The demographic characteristics observed in our study, including male predominance and mean age in the mid-fifties, are consistent with typical acute coronary syndrome populations reported in South Asian studies¹⁹. The slightly higher mean age in STEMI patients compared to NSTEMI patients, while not statistically significant, reflects trends observed in larger epidemiological studies where STEMI patients tend to be slightly younger, possibly due to the acute thrombotic nature of the condition²⁰.

 

From a clinical perspective, these findings support the continued reliance on hsTnI as the primary biomarker for diagnosing and differentiating acute myocardial infarction subtypes.

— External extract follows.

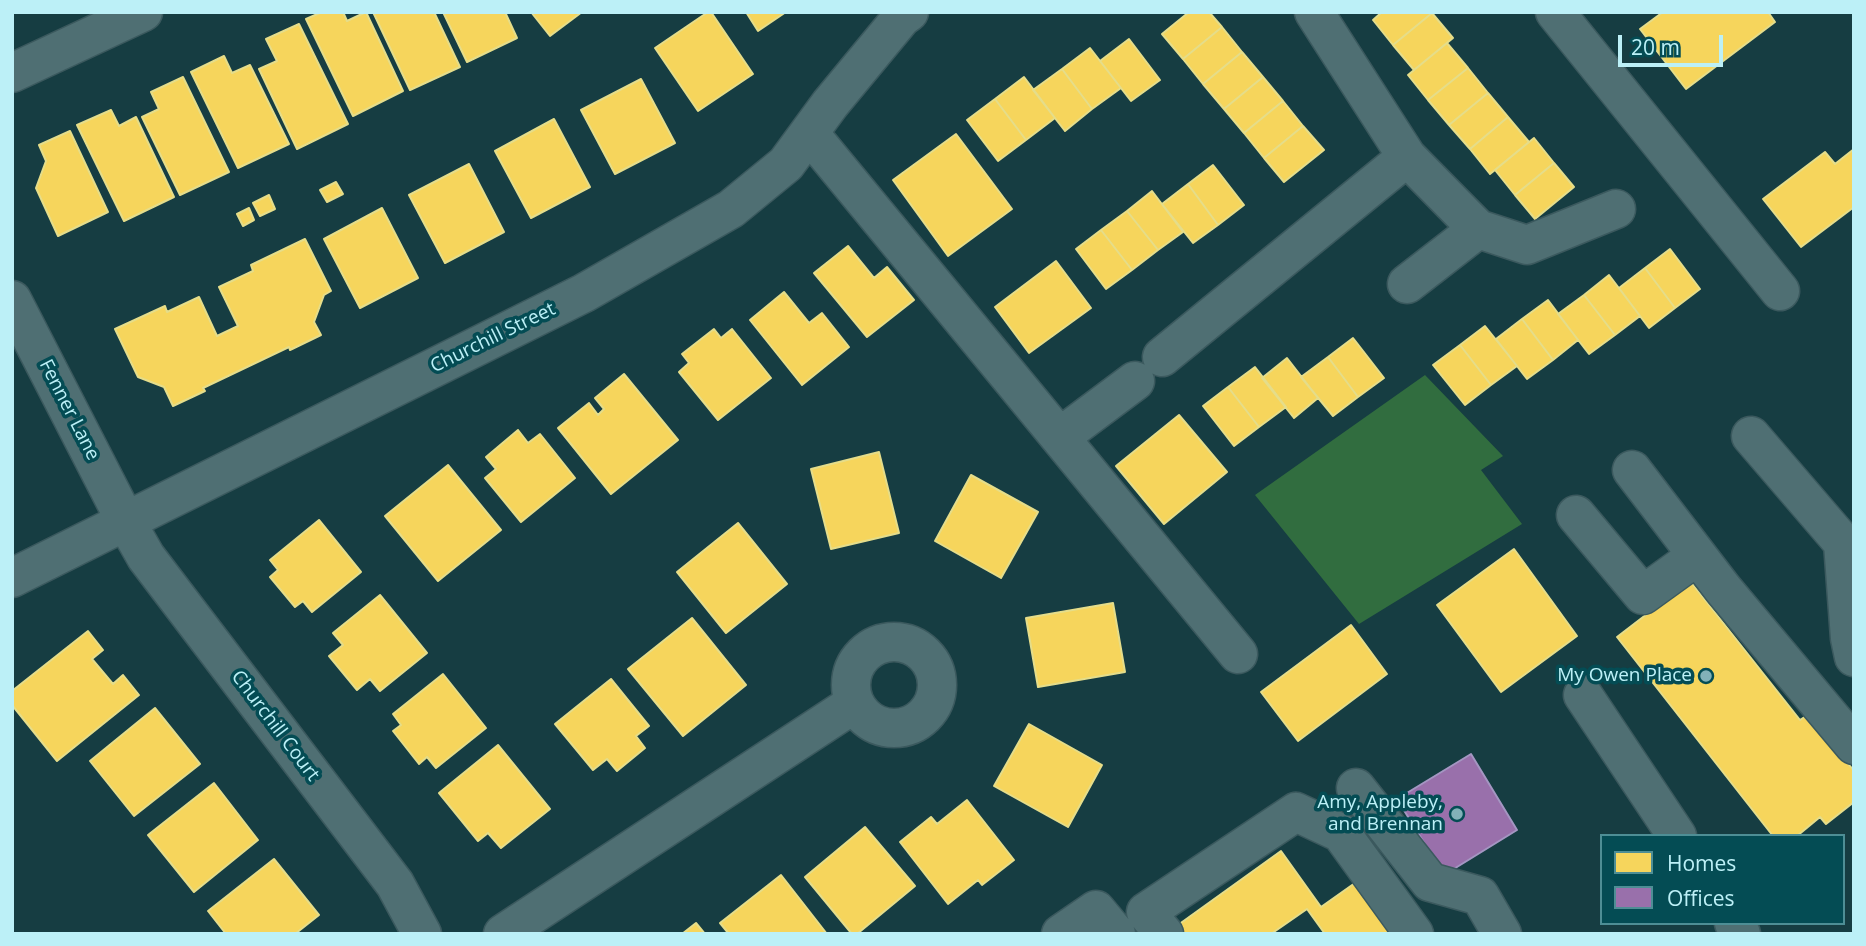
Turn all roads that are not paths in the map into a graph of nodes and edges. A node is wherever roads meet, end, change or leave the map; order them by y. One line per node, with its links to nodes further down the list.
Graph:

The substantial difference in hsTnI levels between STEMI and NSTEMI patients reinforces current clinical practice guidelines that emphasize troponin measurement for diagnosis and risk stratification²¹. The elevated homocysteine levels observed in both groups suggest that homocysteine assessment might be valuable for long-term cardiovascular risk stratification rather than acute diagnosis.

 

The study has several limitations that warrant consideration. The cross-sectional design limits the ability to assess temporal relationships and long-term outcomes. The sample size, while adequate for detecting significant differences in the primary endpoint, may have limited power for subgroup analyses. Additionally, the single-center design may limit generalizability to other populations or healthcare settings. Future studies with larger sample sizes, multicenter designs, and longitudinal follow-up would provide more comprehensive insights into the clinical utility of these biomarkers.

 

CONCLUSION

This study demonstrated that high-sensitivity troponin I effectively discriminates between STEMI and NSTEMI patients, with STEMI patients showing significantly higher levels reflecting greater myocardial damage. In contrast, homocysteine levels were similarly elevated in both conditions, suggesting its role as a general cardiovascular risk marker rather than a discriminatory tool for acute coronary syndrome subtypes. The high prevalence of hyperhomocysteinemia in both patient groups highlights the importance of addressing this modifiable risk factor in the South Asian population. These findings support the continued use of hsTnI as the primary biomarker for acute myocardial infarction diagnosis and subtype differentiation, while suggesting that homocysteine may be valuable for long-term cardiovascular risk assessment. Future research should focus on the prognostic implications of combined biomarker assessment and the development of population-specific reference ranges for optimal clinical decision-making.